La cascada está rodeada también por alisos. Allí, dada la altura a la que nos encontramos, se produce un fenómeno muy curioso: encontraréis grandes matas de brezo que crecen casi dentro del agua.
En los próximos dos quilómetros y medio, el paisaje vegetal por el que discurrimos resultará bastante pobre. Estamos a poca distancia de la cima de los montes y, por tanto, en un paraje rocoso habitado casi exclusivamente por brezo y retama (lo que facilita que a esta altura el fuego resulte menos peligroso).
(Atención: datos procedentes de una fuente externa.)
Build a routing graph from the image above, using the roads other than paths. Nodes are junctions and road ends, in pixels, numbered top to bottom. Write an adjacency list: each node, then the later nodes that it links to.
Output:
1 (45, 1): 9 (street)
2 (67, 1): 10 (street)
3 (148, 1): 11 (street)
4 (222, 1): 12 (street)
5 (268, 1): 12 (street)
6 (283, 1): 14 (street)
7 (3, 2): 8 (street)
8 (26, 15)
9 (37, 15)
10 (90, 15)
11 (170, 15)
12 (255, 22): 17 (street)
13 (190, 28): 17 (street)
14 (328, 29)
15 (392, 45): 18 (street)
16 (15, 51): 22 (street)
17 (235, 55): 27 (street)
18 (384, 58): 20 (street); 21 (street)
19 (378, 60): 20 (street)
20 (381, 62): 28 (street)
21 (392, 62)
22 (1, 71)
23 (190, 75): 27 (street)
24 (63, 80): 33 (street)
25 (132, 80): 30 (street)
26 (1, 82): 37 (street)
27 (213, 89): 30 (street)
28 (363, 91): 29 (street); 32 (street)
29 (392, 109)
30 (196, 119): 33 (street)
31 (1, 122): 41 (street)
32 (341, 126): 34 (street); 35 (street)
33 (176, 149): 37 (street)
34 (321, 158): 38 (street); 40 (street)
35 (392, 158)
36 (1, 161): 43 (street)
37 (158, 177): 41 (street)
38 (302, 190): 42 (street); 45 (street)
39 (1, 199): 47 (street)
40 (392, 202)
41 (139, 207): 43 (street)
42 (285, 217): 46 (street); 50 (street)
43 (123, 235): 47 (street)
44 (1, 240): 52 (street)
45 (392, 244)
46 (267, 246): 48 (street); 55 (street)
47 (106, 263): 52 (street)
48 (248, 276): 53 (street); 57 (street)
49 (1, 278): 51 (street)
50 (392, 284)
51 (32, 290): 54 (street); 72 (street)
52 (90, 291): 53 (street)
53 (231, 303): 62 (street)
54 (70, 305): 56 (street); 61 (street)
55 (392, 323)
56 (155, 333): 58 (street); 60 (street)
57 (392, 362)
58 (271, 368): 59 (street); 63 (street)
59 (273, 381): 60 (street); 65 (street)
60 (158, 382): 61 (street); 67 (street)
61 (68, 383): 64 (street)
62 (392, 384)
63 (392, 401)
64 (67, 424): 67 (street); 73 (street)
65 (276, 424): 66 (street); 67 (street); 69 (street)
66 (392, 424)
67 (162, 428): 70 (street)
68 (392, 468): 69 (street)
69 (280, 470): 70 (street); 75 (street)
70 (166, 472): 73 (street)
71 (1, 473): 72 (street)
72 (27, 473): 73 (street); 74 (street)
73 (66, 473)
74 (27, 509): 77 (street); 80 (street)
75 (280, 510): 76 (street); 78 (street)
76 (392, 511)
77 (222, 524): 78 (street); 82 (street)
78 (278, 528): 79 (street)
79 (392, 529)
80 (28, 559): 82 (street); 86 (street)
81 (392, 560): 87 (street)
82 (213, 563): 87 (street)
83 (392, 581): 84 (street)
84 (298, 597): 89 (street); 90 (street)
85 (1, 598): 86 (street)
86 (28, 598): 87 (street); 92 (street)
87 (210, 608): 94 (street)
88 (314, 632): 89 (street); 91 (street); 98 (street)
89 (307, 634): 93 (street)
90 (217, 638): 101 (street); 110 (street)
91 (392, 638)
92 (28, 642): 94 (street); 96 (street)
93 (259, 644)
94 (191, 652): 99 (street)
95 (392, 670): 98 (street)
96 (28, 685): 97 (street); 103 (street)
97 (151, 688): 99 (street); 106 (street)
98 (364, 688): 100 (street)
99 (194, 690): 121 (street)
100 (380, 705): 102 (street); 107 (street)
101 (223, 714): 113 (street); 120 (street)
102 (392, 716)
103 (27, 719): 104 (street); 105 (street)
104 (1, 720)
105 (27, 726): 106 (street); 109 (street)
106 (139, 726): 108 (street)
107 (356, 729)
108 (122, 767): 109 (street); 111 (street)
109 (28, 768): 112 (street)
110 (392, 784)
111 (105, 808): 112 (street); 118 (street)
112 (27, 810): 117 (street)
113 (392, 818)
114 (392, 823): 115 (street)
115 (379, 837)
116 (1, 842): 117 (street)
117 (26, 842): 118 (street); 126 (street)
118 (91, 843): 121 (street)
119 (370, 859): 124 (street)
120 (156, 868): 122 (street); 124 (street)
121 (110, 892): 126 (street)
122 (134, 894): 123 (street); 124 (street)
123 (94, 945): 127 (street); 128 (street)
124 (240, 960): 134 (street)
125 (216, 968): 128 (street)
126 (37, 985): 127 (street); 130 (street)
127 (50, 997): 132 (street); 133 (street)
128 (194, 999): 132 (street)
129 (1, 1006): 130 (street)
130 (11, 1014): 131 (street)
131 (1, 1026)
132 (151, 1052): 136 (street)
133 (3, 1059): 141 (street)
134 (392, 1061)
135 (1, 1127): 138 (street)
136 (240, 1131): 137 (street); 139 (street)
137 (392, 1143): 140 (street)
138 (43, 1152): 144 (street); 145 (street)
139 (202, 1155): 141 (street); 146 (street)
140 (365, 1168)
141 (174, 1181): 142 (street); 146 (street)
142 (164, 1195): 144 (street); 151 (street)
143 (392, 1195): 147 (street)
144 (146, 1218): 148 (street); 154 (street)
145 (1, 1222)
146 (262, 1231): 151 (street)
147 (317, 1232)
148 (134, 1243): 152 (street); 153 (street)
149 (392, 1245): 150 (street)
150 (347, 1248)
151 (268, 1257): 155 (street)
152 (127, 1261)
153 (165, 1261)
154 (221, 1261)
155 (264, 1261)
A medida que la pista superior vaya descendiendo y nos acerquemos a la Heidi, regresará el fascinante bosque de grandes pinos.
Hay que reconocer que la enorme belleza de esta pista, al discurrir a una altura muy elevada, no radica en los parajes por los que pasamos al transitarla (a excepción de la mencionada cascada), sino en las vistas que nos ofrece del tramo de sierra que ya hemos recorrido, especialmente del Pinajarro. Para que os deis cuenta de las distancias enormes de las que estamos hablando y de lo minúsculos que nos sentimos allí arriba, si os fijáis detenidamente en la foto que os coloco aquí al lado, observaréis una línea verde oscuro sobre la falda del monte que aparece al fondo. Ese monte es el Pinajarro visto desde la pista que estamos recorriendo, y esa finísima línea verde oscuro son los enormes pinos que visteis en el mirador que se abre bajo la cumbre del monte. Ya resulta imposible divisar los gigantescos pilones.